- **What to work on**:
Select from the records below every line that has the word "fillRect" in it.

** Opening Data shown block **

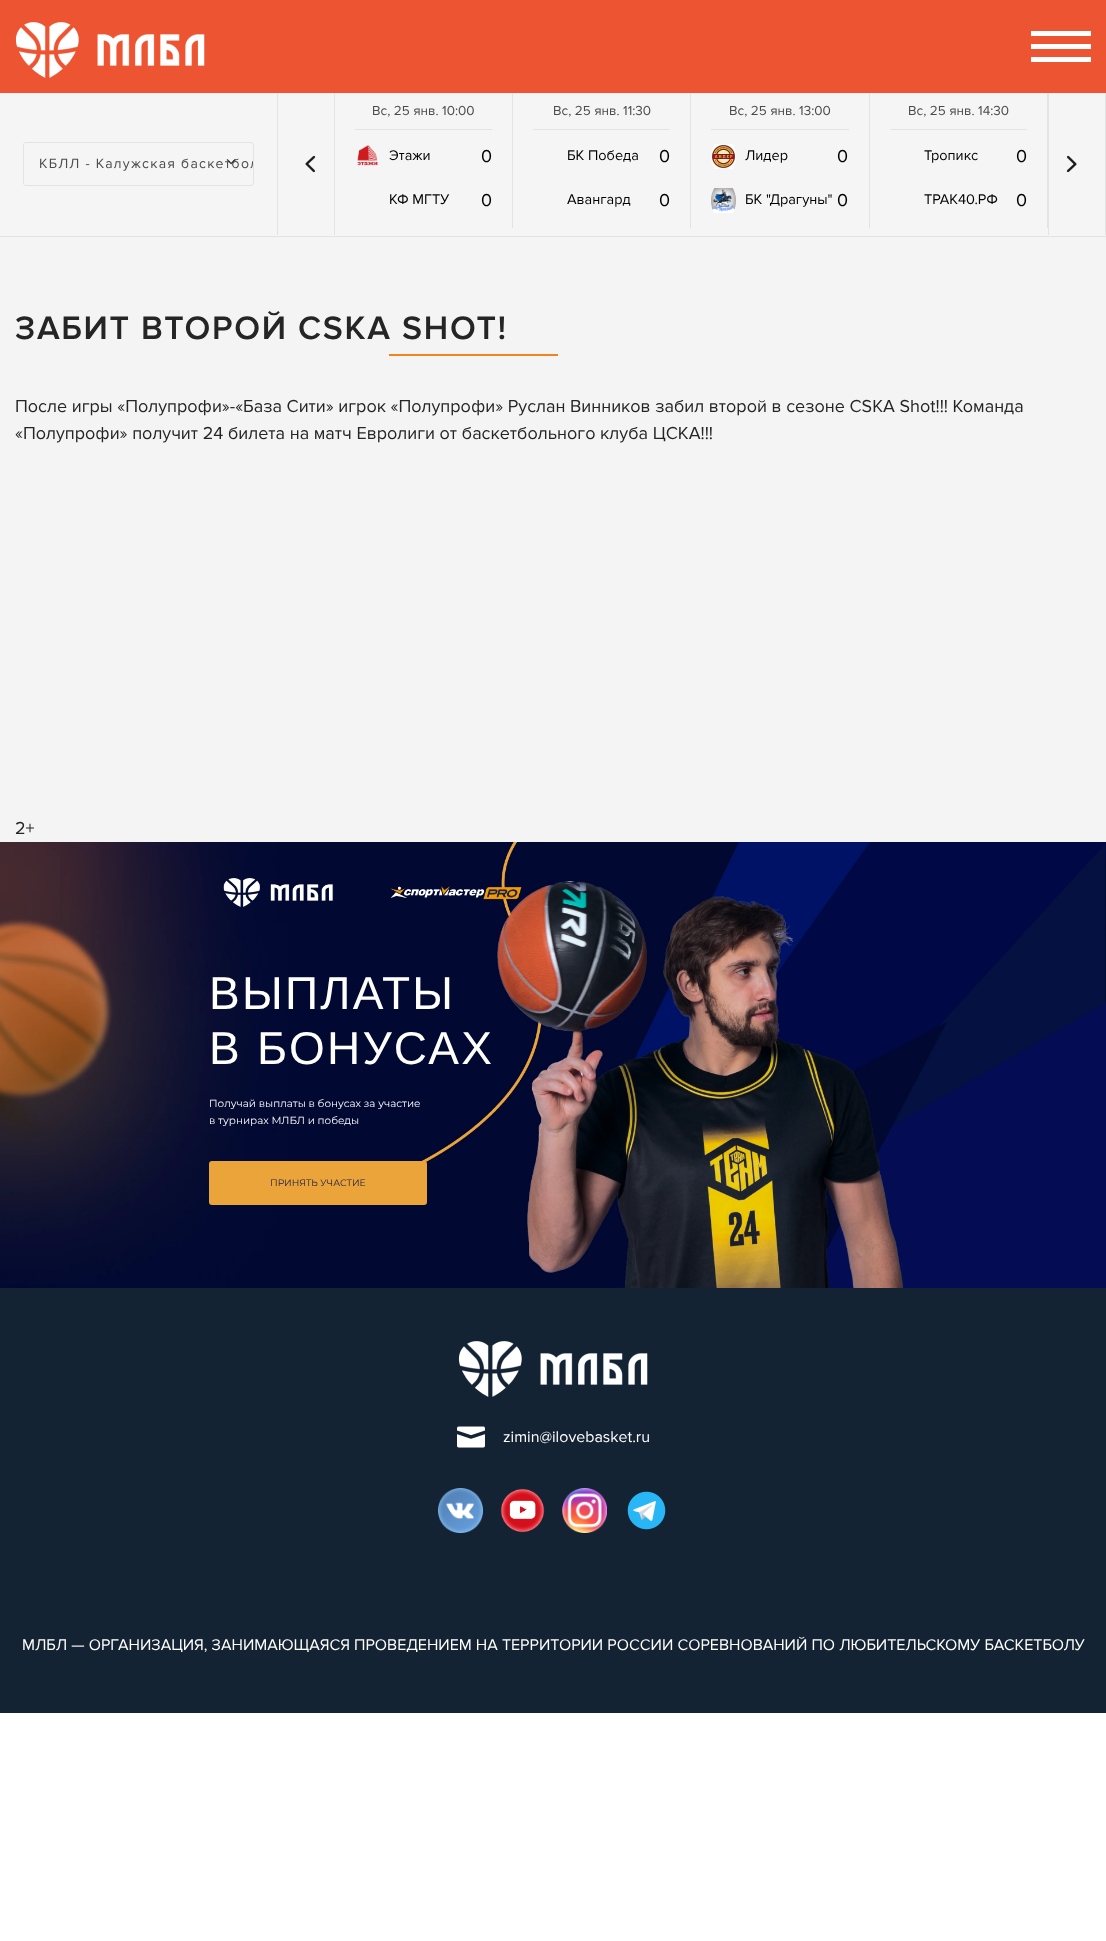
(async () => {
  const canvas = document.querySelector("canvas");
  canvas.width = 1106;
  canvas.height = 1941;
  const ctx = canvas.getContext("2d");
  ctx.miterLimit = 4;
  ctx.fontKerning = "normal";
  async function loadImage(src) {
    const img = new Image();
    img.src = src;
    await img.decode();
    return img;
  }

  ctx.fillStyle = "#ffffff";
  ctx.fillRect(0, 0, 1106, 1941);
  ctx.fillStyle = "#ed5431";
  ctx.fillRect(0, 0, 1106, 93);
  ctx.drawImage(await loadImage("img/1.png"), 15, 22, 190, 56);
  for (const [x, y, w, h, color] of [
    [1031, 31, 60, 5, "#ffffff"],
    [1031, 44, 60, 5, "#ffffff"],
    [1031, 57, 60, 5, "#ffffff"],
    [0, 93, 1106, 143, "#f5f5f6"],
    [0, 236, 1106, 1, "#e3e3e3"],
  ]) {
    ctx.fillStyle = color;
    ctx.fillRect(x, y, w, h);
  }
  ctx.beginPath();
  ctx.roundRect(23.5, 142.5, 230, 43, 2.5);
  ctx.strokeStyle = "#e3e3e3";
  ctx.stroke();
  for (const [x, y, w, h, color] of [
    [1105, 93, 1, 142, "#e3e3e3"],
    [277, 93, 1, 142, "#e3e3e3"],
    [1048, 93, 1, 142, "#e3e3e3"],
    [334, 93, 1, 142, "#e3e3e3"],
  ]) {
    ctx.fillStyle = color;
    ctx.fillRect(x, y, w, h);
  }
  ctx.drawImage(await loadImage("img/3.png"), 305, 155, 11, 18);
  ctx.fillRect(512, 93, 1, 135);
  ctx.fillRect(355, 129, 137, 1);
  ctx.drawImage(await loadImage("img/4.png"), 357, 145, 21, 21);
  for (const [x, y, w, h, color] of [
    [690, 93, 1, 135, "#e3e3e3"],
    [533, 129, 137, 1, "#e3e3e3"],
    [869, 93, 1, 135, "#e3e3e3"],
    [711, 129, 138, 1, "#e3e3e3"],
  ]) {
    ctx.fillStyle = color;
    ctx.fillRect(x, y, w, h);
  }
  ctx.drawImage(await loadImage("img/5.png"), 711, 144, 25, 25);
  ctx.drawImage(await loadImage("img/6.png"), 711, 188, 25, 25);
  ctx.fillRect(1047, 93, 1, 135);
  ctx.fillRect(890, 129, 137, 1);
  ctx.drawImage(await loadImage("img/7.png"), 1066, 155, 11, 18);
  ctx.fillStyle = "#f4f4f4";
  ctx.fillRect(0, 237, 1106, 605);
  ctx.fillStyle = "#f1841f";
  ctx.fillRect(389, 354, 169, 2);
  ctx.drawImage(await loadImage("img/8.png"), 0, 842, 1106, 446);
  ctx.drawImage(await loadImage("img/9.png"), 223, 878, 111, 29);
  ctx.drawImage(await loadImage("img/10.png"), 390, 886, 132, 14);
  ctx.fillStyle = "#eba43a";
  ctx.beginPath();
  ctx.roundRect(209, 1161, 218, 44, 3);
  ctx.fill();
  ctx.fillStyle = "#142333";
  ctx.fillRect(0, 1288, 1106, 425);
  ctx.drawImage(await loadImage("img/11.png"), 458, 1341, 190, 56);
  ctx.drawImage(await loadImage("img/12.png"), 457, 1426, 28, 22);
  ctx.drawImage(await loadImage("img/13.png"), 438, 1488, 45, 45);
  ctx.drawImage(await loadImage("img/14.png"), 500, 1488, 45, 45);
  ctx.drawImage(await loadImage("img/15.png"), 562, 1488, 45, 45);
  ctx.drawImage(await loadImage("img/16.png"), 627, 1491, 39, 39);
  ctx.save();
  ctx.beginPath();
  ctx.roundRect(24, 143, 229, 42, 2);
  ctx.clip();
  ctx.letterSpacing = "1.25px";
  ctx.font = "14px Proxima Nova";
  ctx.fillStyle = "#4c4c4c";
  ctx.fillText("КБЛЛ - Калужская баскетбол", 39, 168);
  ctx.restore();
  ctx.drawImage(await loadImage("img/2.png"), 226, 159, 10, 6);
  ctx.font = "13.5px Proxima Nova";
  ctx.fillStyle = "#4c4c4c";
  ctx.fillText("Вс, 25 янв. 10:00", 372, 115);
  ctx.font = "14.5px Proxima Nova";
  ctx.fillStyle = "#000000";
  ctx.fillText("Этажи", 389, 160);
  ctx.font = "18px Proxima Nova";
  ctx.fillText("0", 481, 162);
  ctx.font = "14.5px Proxima Nova";
  ctx.fillText("КФ МГТУ", 389, 204);
  ctx.font = "18px Proxima Nova";
  ctx.fillText("0", 481, 206);
  ctx.font = "13.5px Proxima Nova";
  ctx.fillStyle = "#4c4c4c";
  ctx.fillText("Вс, 25 янв. 11:30", 553, 115);
  ctx.font = "14.5px Proxima Nova";
  ctx.fillStyle = "#000000";
  ctx.fillText("БК Победа", 567, 160);
  ctx.font = "18px Proxima Nova";
  ctx.fillText("0", 659, 162);
  ctx.font = "14.5px Proxima Nova";
  ctx.fillText("Авангард", 567, 204);
  ctx.font = "18px Proxima Nova";
  ctx.fillText("0", 659, 206);
  ctx.font = "13.5px Proxima Nova";
  ctx.fillStyle = "#4c4c4c";
  ctx.fillText("Вс, 25 янв. 13:00", 729, 115);
  ctx.font = "14.5px Proxima Nova";
  ctx.fillStyle = "#000000";
  ctx.fillText("Лидер", 745, 160);
  ctx.font = "18px Proxima Nova";
  ctx.fillText("0", 837, 162);
  ctx.font = "14.5px Proxima Nova";
  ctx.fillText("БК \"Драгуны\"", 745, 204);
  ctx.font = "18px Proxima Nova";
  ctx.fillText("0", 837, 206);
  ctx.font = "13.5px Proxima Nova";
  ctx.fillStyle = "#4c4c4c";
  ctx.fillText("Вс, 25 янв. 14:30", 908, 115);
  ctx.font = "14.5px Proxima Nova";
  ctx.fillStyle = "#000000";
  ctx.fillText("Тропикс", 924, 160);
  ctx.font = "18px Proxima Nova";
  ctx.fillText("0", 1016, 162);
  ctx.font = "14.5px Proxima Nova";
  ctx.fillText("ТРАК40.РФ", 924, 204);
  ctx.font = "18px Proxima Nova";
  ctx.fillText("0", 1016, 206);
  ctx.letterSpacing = "1.7px";
  ctx.font = "600 33.75px Proxima Nova";
  ctx.fillStyle = "#252525";
  ctx.fillText("ЗАБИТ ВТОРОЙ CSKA SHOT!", 15, 339);
  ctx.letterSpacing = "0px";
  ctx.font = "18px Proxima Nova";
  for (const [text, x, y] of [
    ["После игры «Полупрофи»-«База Сити» игрок «Полупрофи» Руслан Винников забил второй в сезоне CSKA Shot!!! Команда", 15, 412],
    ["«Полупрофи» получит 24 билета на матч Евролиги от баскетбольного клуба ЦСКА!!!", 15, 439],
    ["2+", 15, 834],
  ]) {
    ctx.fillText(text, x, y);
  }
  ctx.letterSpacing = "2.25px";
  ctx.font = "46px Liberation Sans";
  ctx.fillStyle = "#ffffff";
  ctx.fillText("ВЫПЛАТЫ", 209, 1009);
  ctx.fillText("В БОНУСАХ", 209, 1064);
  ctx.letterSpacing = "0px";
  ctx.font = "10.4px Montserrat";
  ctx.fillText("Получай выплаты в бонусах за участие", 209, 1107);
  ctx.fillText("в турнирах МЛБЛ и победы", 209, 1124);
  ctx.font = "9.25px Montserrat";
  ctx.fillStyle = "#121d4b";
  ctx.fillText("ПРИНЯТЬ УЧАСТИЕ", 270, 1186);
  ctx.font = "16px Proxima Nova";
  ctx.fillStyle = "#ffffff";
  ctx.fillText("zimin@ilovebasket.ru", 503, 1442);
  ctx.fillText("МЛБЛ — ОРГАНИЗАЦИЯ, ЗАНИМАЮЩАЯСЯ ПРОВЕДЕНИЕМ НА ТЕРРИТОРИИ РОССИИ СОРЕВНОВАНИЙ ПО ЛЮБИТЕЛЬСКОМУ БАСКЕТБОЛУ", 22, 1650);
})();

** Closing Data shown block **

- **Expected output**:
  ctx.fillRect(0, 0, 1106, 1941);
  ctx.fillRect(0, 0, 1106, 93);
    ctx.fillRect(x, y, w, h);
    ctx.fillRect(x, y, w, h);
  ctx.fillRect(512, 93, 1, 135);
  ctx.fillRect(355, 129, 137, 1);
    ctx.fillRect(x, y, w, h);
  ctx.fillRect(1047, 93, 1, 135);
  ctx.fillRect(890, 129, 137, 1);
  ctx.fillRect(0, 237, 1106, 605);
  ctx.fillRect(389, 354, 169, 2);
  ctx.fillRect(0, 1288, 1106, 425);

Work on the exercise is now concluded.